Among the themes were pleas for people to think beyond dominant public narratives.

“I urge the world to look at Palestine as more than Hamas,” one Palestinian student shared in testimony read aloud during the vigil. “We are brave, kind, strong, intelligent and empathetic. Amongst us, you'll find the most ambitious and accomplished lawyers, doctors, engineers, writers, artists and activists. Amongst us are the most selfless individuals who are risking their lives on the ground as they tirelessly provide medical assistance, food, water and essentials for survival to those in need. Amongst us is the best of humanity, and our sense of community, belonging, generosity, grace and empathy is unshakable.”

Two students who offered remarks together described themselves as Jewish, Israeli, leftist and humanist, noting that they’ve found themselves forced to defend and prove that those identities can exist concurrently.

“In the end, there is no escaping that our fates — the Jews and Palestinians of Israel and Palestine — are intertwined…” one of the students said. “I'm done with separating into different camps. Our miscommunication is seeding greater divides. No. When Palestinians call for from the river to the sea, they are not calling for Jewish genocide. They're calling for liberation for human rights. The fact that I need to stand here and clarify that is a testament to our need to talk to each other, to humanize each other. That's what we're hoping to start today by bringing together not just Jewish students to mourn and stand with Jewish students, and not just Palestinian students to mourn and stand with Palestinian students.”

University Chaplain Janet Cooper Nelson and Rabbi Jason Klein offered remarks and prayers during the vigil. President Christina H. Paxson, Provost Francis J. Doyle III, Vice President for Campus Life Eric Estes, and Vice President for Institutional Equity and Diversity Sylvia Carey-Butler were among other Brown leaders who attended.

There’s a flame that burns in every human heart that’s capable of kindling love, Cooper Nelson said, even in moments when hatred, fear and division feel as pervasive as they have over the past 11 days.
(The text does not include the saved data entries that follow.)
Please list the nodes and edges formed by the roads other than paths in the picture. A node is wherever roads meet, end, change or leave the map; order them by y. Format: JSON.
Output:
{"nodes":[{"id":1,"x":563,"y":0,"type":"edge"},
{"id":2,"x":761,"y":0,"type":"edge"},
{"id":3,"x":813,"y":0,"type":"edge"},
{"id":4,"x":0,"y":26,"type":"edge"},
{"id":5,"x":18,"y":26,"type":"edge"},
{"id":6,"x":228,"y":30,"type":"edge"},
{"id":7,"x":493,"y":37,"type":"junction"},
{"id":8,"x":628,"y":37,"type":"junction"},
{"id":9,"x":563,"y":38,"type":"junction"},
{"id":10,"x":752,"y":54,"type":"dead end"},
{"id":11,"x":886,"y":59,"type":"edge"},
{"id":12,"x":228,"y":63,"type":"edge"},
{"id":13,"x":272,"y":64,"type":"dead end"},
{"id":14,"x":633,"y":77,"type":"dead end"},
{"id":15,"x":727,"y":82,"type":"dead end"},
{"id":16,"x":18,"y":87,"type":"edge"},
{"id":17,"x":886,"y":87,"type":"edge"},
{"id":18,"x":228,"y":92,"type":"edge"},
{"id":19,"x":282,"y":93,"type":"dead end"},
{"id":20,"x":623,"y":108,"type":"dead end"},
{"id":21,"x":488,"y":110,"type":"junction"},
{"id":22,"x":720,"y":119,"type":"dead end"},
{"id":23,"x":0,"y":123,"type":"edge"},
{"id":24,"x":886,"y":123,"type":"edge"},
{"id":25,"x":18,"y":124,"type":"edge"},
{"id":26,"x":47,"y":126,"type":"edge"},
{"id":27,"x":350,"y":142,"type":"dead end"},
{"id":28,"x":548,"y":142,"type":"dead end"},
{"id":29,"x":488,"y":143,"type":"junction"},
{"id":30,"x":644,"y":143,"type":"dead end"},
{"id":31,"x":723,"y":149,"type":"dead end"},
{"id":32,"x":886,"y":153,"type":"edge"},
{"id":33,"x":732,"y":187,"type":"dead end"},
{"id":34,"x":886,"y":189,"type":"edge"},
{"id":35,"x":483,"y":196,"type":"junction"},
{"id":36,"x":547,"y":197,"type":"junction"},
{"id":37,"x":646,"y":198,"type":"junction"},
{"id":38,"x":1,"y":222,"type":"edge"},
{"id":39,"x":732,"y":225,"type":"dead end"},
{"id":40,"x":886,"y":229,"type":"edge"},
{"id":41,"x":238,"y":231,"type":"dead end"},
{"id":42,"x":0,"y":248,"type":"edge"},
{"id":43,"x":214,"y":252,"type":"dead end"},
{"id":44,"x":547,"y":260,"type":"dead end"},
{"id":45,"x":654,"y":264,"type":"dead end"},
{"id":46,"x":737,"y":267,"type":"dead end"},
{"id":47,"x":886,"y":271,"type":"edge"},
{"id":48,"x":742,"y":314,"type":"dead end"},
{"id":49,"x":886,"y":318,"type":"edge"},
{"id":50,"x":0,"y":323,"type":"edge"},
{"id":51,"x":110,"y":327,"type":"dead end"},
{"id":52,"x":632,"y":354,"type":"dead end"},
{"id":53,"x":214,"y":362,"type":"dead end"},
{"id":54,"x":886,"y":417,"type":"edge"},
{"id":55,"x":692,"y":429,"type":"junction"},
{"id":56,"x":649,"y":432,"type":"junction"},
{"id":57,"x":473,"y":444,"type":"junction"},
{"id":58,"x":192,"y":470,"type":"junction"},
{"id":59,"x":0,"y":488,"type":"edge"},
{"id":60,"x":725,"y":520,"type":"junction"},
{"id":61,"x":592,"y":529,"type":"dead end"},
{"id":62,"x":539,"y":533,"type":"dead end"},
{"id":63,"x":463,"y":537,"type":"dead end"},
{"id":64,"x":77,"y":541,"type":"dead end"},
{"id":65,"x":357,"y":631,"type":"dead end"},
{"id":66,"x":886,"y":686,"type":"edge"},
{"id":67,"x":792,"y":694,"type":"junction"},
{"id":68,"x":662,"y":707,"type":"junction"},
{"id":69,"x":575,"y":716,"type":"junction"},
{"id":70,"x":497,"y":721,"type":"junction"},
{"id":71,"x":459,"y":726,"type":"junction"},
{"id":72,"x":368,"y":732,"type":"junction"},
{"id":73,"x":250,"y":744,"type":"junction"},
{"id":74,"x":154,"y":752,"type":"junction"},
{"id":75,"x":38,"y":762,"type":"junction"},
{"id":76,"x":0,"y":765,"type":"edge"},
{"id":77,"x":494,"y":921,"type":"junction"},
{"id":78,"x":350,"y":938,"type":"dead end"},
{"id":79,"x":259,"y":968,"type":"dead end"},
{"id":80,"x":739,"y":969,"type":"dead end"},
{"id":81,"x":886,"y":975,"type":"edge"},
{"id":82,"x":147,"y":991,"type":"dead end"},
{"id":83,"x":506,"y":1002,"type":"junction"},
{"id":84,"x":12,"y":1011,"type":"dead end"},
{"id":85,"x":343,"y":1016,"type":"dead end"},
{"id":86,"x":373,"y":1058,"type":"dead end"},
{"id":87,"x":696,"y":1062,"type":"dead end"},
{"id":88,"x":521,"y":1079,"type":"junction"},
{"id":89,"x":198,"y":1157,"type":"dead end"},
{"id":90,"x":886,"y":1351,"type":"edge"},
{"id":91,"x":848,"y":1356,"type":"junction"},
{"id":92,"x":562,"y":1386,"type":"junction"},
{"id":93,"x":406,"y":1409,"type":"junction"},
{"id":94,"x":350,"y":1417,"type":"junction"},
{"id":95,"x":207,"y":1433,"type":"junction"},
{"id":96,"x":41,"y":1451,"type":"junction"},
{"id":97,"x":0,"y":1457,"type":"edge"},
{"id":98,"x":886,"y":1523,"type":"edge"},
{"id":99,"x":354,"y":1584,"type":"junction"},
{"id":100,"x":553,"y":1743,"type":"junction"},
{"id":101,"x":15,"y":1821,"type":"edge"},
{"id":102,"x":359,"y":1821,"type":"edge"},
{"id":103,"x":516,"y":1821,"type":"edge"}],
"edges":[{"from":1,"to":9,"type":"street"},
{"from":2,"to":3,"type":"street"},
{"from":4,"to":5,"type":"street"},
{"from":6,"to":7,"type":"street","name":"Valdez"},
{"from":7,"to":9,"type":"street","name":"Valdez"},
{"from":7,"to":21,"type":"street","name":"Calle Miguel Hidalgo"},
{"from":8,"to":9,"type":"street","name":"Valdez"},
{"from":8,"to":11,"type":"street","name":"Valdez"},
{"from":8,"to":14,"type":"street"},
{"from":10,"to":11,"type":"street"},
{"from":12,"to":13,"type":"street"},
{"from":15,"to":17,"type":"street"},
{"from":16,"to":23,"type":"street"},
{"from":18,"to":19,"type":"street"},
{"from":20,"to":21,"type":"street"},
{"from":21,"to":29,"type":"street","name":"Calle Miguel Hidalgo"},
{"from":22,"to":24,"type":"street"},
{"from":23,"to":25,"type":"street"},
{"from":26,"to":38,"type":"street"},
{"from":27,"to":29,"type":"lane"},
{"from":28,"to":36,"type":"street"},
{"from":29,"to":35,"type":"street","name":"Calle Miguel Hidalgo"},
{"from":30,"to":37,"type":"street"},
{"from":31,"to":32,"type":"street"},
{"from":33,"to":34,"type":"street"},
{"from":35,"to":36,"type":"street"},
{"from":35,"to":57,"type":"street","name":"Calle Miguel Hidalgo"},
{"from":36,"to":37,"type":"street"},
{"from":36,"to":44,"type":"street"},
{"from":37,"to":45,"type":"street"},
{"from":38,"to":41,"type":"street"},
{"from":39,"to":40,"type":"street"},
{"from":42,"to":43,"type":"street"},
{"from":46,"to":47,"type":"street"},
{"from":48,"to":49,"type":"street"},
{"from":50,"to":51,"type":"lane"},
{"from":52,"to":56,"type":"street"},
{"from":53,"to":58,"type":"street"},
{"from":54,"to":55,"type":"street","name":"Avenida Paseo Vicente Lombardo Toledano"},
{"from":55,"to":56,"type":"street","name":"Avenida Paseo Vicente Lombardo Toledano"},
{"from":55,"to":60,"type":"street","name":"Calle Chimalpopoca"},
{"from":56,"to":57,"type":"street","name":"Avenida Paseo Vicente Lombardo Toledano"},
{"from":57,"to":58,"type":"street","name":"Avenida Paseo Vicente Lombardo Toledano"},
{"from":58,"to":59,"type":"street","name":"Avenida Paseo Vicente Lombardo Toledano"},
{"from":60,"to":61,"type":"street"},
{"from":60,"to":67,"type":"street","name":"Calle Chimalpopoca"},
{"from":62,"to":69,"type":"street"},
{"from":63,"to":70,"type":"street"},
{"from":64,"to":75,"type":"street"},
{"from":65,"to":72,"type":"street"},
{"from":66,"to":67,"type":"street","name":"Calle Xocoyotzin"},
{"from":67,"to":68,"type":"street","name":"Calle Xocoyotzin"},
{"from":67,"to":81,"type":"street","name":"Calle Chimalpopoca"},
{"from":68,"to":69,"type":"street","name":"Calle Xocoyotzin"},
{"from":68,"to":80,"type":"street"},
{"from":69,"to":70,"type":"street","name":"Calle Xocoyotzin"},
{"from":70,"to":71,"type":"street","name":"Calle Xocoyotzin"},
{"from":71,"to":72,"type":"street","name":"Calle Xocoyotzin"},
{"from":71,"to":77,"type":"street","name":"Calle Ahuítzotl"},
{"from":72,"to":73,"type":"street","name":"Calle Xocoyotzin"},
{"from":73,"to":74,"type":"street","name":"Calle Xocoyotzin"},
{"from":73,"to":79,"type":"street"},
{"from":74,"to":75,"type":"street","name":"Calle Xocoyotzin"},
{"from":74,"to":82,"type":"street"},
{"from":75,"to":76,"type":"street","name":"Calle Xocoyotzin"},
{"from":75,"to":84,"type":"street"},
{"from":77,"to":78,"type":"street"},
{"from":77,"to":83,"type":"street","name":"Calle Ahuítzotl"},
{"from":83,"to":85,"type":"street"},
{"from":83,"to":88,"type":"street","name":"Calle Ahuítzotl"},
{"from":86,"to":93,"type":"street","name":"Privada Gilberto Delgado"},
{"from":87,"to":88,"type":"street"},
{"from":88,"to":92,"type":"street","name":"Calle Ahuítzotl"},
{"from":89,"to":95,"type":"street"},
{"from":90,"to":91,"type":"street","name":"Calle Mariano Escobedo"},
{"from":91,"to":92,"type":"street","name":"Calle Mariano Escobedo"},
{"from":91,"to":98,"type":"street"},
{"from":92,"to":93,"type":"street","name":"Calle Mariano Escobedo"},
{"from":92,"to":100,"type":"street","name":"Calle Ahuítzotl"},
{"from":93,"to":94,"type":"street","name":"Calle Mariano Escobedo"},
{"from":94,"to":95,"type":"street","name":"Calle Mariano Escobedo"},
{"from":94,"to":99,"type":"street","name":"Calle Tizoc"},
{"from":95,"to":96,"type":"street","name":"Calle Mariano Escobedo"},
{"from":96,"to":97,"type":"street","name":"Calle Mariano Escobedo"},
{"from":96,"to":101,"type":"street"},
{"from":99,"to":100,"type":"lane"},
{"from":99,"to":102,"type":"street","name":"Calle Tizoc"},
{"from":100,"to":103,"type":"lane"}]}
“We're really honored tonight by the work of the students who've pulled this together, for the way that the welcome that is here for everybody continues,” Cooper Nelson said. “A spirit that I hope will prevail at Brown, where we will find ways to hear one another, where we will listen with our hearts, with that flame of love that can burn in us even when we're very distrustful… And where tonight there is so much loss and so much worry in Palestine and in Israel and in families around the world because of that loss, I know that our privilege to be here together must be somehow that kindling of peace-building and friendship-making and of including each of us — the other — with deep dignity and a great sense of the privilege that's ours to be in each other's care.”

The student organizers shared multiple calls to action during the event. They ranged from a ceasefire in Israel and Gaza and the release of non-militant hostages, to the release of humanitarian aid into Gaza, to protection for Palestinian students harassed for their views and Jewish students impacted by acts of antisemitism.

“It takes a lot of bravery from each and every one of you to come into this space willing to build bridges and to acknowledge that there are a lot of people on this campus who are in pain right now,” one student organizer said at the vigil’s close. “I encourage for the next couple of days and weeks, for this conflict will be long, that we are willing to engage with empathy, curiosity and open-mindedness.”